While the main event took place at Stratford, Her Majesty’s Government was hard at work at Lancaster House selling the UK to the world during The British Business Embassy’s Global Investment Conference – 17 days of conferences to encourage overseas investment.

Day 10 was the Global Business Summit for Retail, Food & Drink. Individual sessions were high quality but the subject matter so wide-ranging that even if you had the forensic skills of TV broadcaster and journalist and facilitator for the day, Michael Buerk, you’d find it hard to keep focus. 

I spoke in the afternoon session devoted to omni-channel retail.
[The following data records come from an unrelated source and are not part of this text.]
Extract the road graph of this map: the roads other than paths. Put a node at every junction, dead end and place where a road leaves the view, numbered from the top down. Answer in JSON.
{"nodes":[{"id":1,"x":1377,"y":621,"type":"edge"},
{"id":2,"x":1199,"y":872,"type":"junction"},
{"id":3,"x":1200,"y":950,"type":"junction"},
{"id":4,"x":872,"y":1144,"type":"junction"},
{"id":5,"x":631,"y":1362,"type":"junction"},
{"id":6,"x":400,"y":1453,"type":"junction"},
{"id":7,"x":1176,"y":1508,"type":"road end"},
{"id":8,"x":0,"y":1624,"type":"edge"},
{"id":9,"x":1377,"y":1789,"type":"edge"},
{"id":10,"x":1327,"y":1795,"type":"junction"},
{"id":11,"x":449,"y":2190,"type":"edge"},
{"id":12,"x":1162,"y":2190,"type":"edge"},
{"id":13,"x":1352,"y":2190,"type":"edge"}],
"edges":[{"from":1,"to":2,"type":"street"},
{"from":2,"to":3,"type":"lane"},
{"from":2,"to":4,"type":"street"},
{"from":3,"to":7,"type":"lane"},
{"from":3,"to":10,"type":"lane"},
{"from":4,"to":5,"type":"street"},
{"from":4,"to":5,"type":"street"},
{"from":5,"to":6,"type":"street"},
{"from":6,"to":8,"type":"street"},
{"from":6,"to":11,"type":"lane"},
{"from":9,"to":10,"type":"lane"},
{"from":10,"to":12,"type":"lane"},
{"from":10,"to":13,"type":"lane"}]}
It was an honour to be among such a top quality set of speakers, including Nick Robertson, founder of ASOS and Sebastian James, Group CEO at Dixons Retail plc. The UK leads the world in home-shopping and, via ASOS and others, is exporting this success to the world. 

Perplexingly, the audience probably contained a few too many dairy farmers and artisanal cheese producers to make best use of the content. The milk lobby had turned out in force to lobby Kraft’s CEO who had anchored an earlier session alongside a Coca-Cola exec who answered every question while holding a can of Coke high in the air like an Olympic torch. 

Politicians topped and tailed the day, referenced the obligatory announcements of new investment but didn’t appear to be in the sessions to listen to the content or take questions. Still, you can’t fail to be impressed by Vince Cable at kick-off, Caroline Spelman at lunchtime and David Cameron, accompanied cocktails of finest English champagne, once the sun had passed the yardarm. 

Joking apart, Sebastian James’ presentation is this week’s must-watch video. Challenged hard by the pure-plays, James gave a cogent and credible explanation of the tangible consumer value generated by multichannel retailers. (The answer: £15 on a £500 TV, since you ask.) Dixons is better at selling the latest products and its suppliers are rewarding it for this. You can watch his speech here

While everyone is very excited about the growth in online shopping and the speakers congratulated each other on Britain’s leadership in the area, only Michael Buerk picked up the key political consequence. Three million people are employed in our nation’s shops. What is going to happen to them? It was 4.30 by this point and the politicians weren’t in the room.

You can watch my presentation below or to watch the full set from the day from other speakers including ASOS, British Retail Consortium, Dixons Retail and PayPal, visit the UK Trade & Investment (UKTI) YouTube channel.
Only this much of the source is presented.